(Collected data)
----
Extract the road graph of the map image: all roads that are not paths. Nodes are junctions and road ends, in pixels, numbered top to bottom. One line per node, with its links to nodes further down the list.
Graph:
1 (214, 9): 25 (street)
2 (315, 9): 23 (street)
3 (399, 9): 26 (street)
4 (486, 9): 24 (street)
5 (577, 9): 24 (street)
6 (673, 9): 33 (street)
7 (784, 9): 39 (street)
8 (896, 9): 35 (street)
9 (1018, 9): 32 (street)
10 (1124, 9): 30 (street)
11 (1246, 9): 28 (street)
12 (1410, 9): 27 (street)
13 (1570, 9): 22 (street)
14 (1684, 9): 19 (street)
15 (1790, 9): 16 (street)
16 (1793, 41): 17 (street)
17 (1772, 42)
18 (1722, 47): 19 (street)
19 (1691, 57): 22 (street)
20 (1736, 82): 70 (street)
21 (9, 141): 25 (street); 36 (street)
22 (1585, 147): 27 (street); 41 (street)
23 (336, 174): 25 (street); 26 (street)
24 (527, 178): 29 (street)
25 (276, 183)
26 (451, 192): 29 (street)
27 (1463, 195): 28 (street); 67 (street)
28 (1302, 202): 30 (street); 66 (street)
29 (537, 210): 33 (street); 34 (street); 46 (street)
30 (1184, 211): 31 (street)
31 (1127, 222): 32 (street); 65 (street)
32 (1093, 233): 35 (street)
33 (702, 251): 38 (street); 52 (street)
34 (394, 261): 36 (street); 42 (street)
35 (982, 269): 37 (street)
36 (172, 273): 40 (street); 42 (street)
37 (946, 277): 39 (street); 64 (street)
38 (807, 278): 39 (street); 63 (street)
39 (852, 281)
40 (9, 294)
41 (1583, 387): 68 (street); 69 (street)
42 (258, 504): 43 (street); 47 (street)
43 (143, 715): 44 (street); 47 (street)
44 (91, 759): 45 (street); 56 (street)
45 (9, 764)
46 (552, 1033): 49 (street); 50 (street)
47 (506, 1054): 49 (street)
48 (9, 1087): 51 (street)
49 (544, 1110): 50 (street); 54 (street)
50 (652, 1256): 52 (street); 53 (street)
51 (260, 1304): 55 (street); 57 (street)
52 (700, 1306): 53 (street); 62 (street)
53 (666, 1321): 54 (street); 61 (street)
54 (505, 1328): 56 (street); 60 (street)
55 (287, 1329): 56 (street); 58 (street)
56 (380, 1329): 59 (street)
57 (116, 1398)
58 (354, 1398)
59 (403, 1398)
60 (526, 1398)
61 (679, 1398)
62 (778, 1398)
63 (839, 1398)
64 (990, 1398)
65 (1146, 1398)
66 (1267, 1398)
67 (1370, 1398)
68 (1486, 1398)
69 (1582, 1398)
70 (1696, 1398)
----
Activity =
All the records above need to be restated exactly, line by line.

Answer to the exercise =
Extract the road graph of the map image: all roads that are not paths. Nodes are junctions and road ends, in pixels, numbered top to bottom. One line per node, with its links to nodes further down the list.
Graph:
1 (214, 9): 25 (street)
2 (315, 9): 23 (street)
3 (399, 9): 26 (street)
4 (486, 9): 24 (street)
5 (577, 9): 24 (street)
6 (673, 9): 33 (street)
7 (784, 9): 39 (street)
8 (896, 9): 35 (street)
9 (1018, 9): 32 (street)
10 (1124, 9): 30 (street)
11 (1246, 9): 28 (street)
12 (1410, 9): 27 (street)
13 (1570, 9): 22 (street)
14 (1684, 9): 19 (street)
15 (1790, 9): 16 (street)
16 (1793, 41): 17 (street)
17 (1772, 42)
18 (1722, 47): 19 (street)
19 (1691, 57): 22 (street)
20 (1736, 82): 70 (street)
21 (9, 141): 25 (street); 36 (street)
22 (1585, 147): 27 (street); 41 (street)
23 (336, 174): 25 (street); 26 (street)
24 (527, 178): 29 (street)
25 (276, 183)
26 (451, 192): 29 (street)
27 (1463, 195): 28 (street); 67 (street)
28 (1302, 202): 30 (street); 66 (street)
29 (537, 210): 33 (street); 34 (street); 46 (street)
30 (1184, 211): 31 (street)
31 (1127, 222): 32 (street); 65 (street)
32 (1093, 233): 35 (street)
33 (702, 251): 38 (street); 52 (street)
34 (394, 261): 36 (street); 42 (street)
35 (982, 269): 37 (street)
36 (172, 273): 40 (street); 42 (street)
37 (946, 277): 39 (street); 64 (street)
38 (807, 278): 39 (street); 63 (street)
39 (852, 281)
40 (9, 294)
41 (1583, 387): 68 (street); 69 (street)
42 (258, 504): 43 (street); 47 (street)
43 (143, 715): 44 (street); 47 (street)
44 (91, 759): 45 (street); 56 (street)
45 (9, 764)
46 (552, 1033): 49 (street); 50 (street)
47 (506, 1054): 49 (street)
48 (9, 1087): 51 (street)
49 (544, 1110): 50 (street); 54 (street)
50 (652, 1256): 52 (street); 53 (street)
51 (260, 1304): 55 (street); 57 (street)
52 (700, 1306): 53 (street); 62 (street)
53 (666, 1321): 54 (street); 61 (street)
54 (505, 1328): 56 (street); 60 (street)
55 (287, 1329): 56 (street); 58 (street)
56 (380, 1329): 59 (street)
57 (116, 1398)
58 (354, 1398)
59 (403, 1398)
60 (526, 1398)
61 (679, 1398)
62 (778, 1398)
63 (839, 1398)
64 (990, 1398)
65 (1146, 1398)
66 (1267, 1398)
67 (1370, 1398)
68 (1486, 1398)
69 (1582, 1398)
70 (1696, 1398)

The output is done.